▶ **Task goal**: Examine each line of the listing below. Copy those in which the string "change" appears.

▶ **Supplied information**:
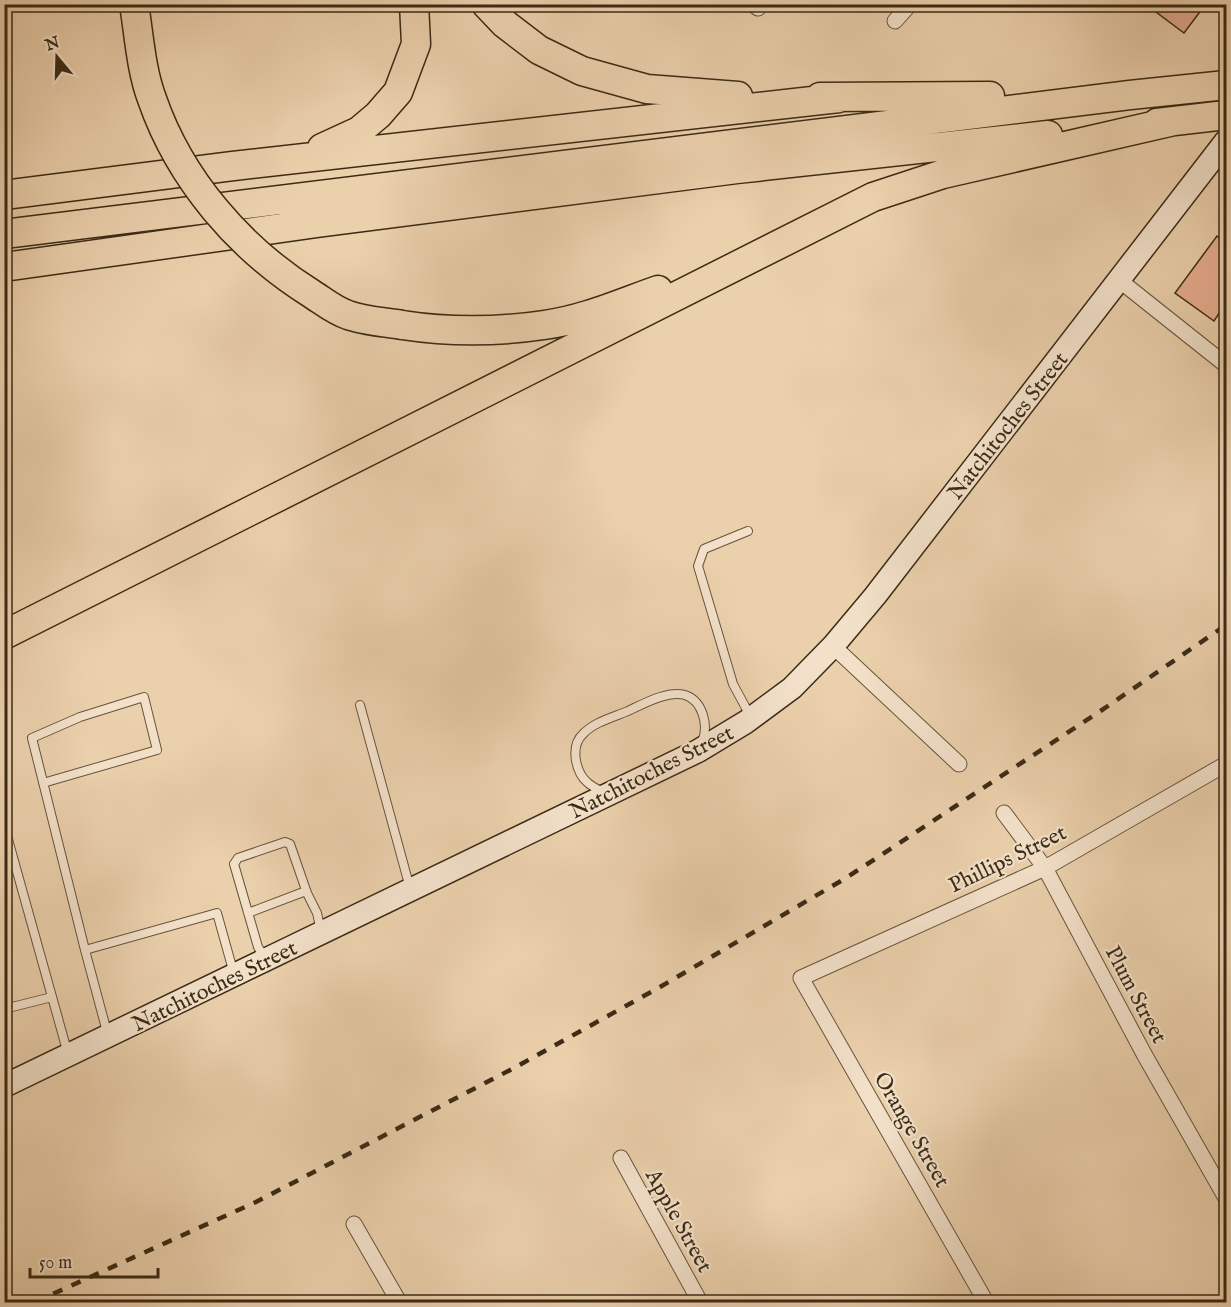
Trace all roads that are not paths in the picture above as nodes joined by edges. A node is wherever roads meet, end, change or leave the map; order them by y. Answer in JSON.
...
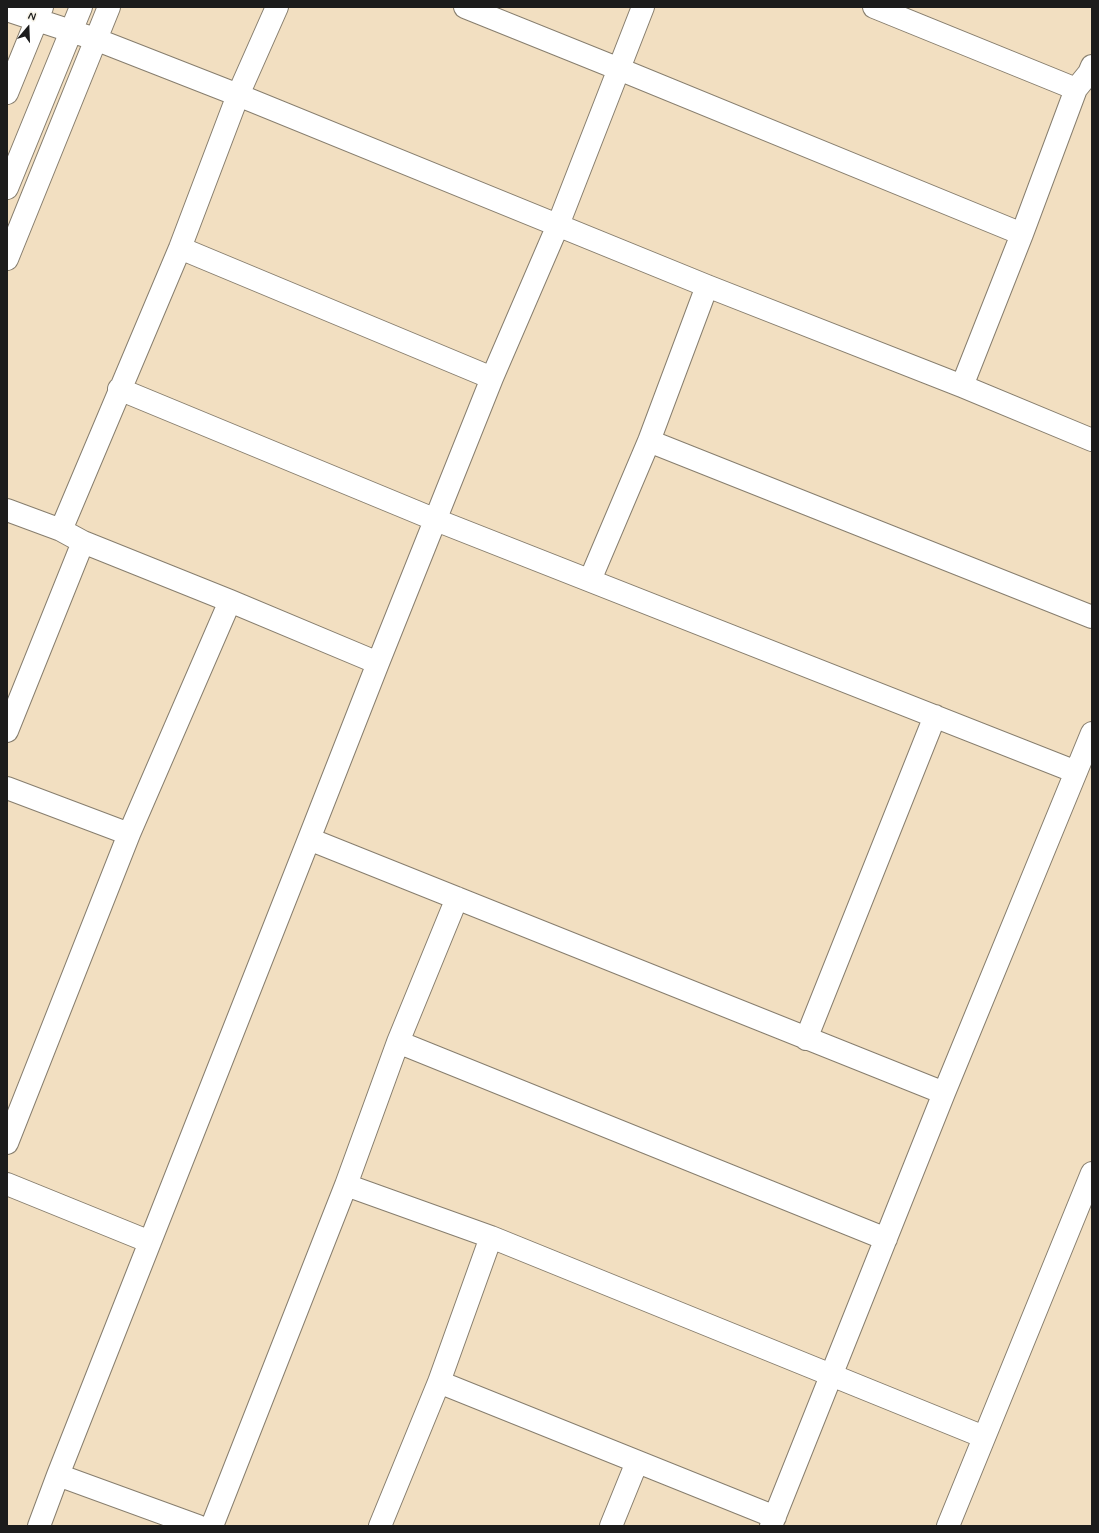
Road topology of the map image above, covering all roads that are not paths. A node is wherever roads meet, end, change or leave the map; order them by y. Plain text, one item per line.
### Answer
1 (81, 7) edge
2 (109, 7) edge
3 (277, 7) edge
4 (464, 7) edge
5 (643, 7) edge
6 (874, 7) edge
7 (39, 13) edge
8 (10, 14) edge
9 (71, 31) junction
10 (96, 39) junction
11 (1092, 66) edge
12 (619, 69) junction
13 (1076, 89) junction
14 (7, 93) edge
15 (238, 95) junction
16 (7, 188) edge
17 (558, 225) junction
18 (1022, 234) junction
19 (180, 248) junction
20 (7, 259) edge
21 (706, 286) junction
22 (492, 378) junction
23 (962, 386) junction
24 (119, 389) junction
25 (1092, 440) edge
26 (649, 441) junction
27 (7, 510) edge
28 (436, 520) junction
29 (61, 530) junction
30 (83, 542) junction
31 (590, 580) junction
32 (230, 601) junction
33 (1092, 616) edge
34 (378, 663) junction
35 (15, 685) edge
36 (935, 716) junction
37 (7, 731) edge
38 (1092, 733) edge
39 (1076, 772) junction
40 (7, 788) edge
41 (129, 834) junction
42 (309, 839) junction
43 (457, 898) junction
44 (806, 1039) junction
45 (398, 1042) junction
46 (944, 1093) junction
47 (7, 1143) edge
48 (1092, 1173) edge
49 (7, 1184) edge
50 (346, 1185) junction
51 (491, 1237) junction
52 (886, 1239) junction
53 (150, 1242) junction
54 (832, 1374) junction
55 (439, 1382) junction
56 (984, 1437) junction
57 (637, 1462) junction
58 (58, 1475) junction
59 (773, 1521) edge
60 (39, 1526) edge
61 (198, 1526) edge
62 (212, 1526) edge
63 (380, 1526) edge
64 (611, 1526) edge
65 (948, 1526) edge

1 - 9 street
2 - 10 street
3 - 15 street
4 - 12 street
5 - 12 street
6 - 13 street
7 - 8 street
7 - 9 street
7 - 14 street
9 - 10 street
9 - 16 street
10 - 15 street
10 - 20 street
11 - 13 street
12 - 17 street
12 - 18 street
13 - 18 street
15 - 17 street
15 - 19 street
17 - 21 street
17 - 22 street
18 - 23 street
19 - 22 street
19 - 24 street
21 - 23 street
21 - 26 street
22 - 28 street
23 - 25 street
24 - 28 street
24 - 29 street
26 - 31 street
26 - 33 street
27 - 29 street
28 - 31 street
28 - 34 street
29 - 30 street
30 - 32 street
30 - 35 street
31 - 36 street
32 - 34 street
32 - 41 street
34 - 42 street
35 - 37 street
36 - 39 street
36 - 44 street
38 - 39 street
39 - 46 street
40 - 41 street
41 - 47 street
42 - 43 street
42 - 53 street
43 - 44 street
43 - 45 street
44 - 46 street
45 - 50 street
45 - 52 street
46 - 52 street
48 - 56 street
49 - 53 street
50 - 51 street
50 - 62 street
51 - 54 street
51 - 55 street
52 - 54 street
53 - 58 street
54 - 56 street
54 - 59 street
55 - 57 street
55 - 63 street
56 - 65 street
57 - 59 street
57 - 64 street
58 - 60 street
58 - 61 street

▶ **Task solution**:
Trace all roads that are not paths in the picture above as nodes joined by edges. A node is wherever roads meet, end, change or leave the map; order them by y. Answer in JSON.
Road topology of the map image above, covering all roads that are not paths. A node is wherever roads meet, end, change or leave the map; order them by y. Plain text, one item per line.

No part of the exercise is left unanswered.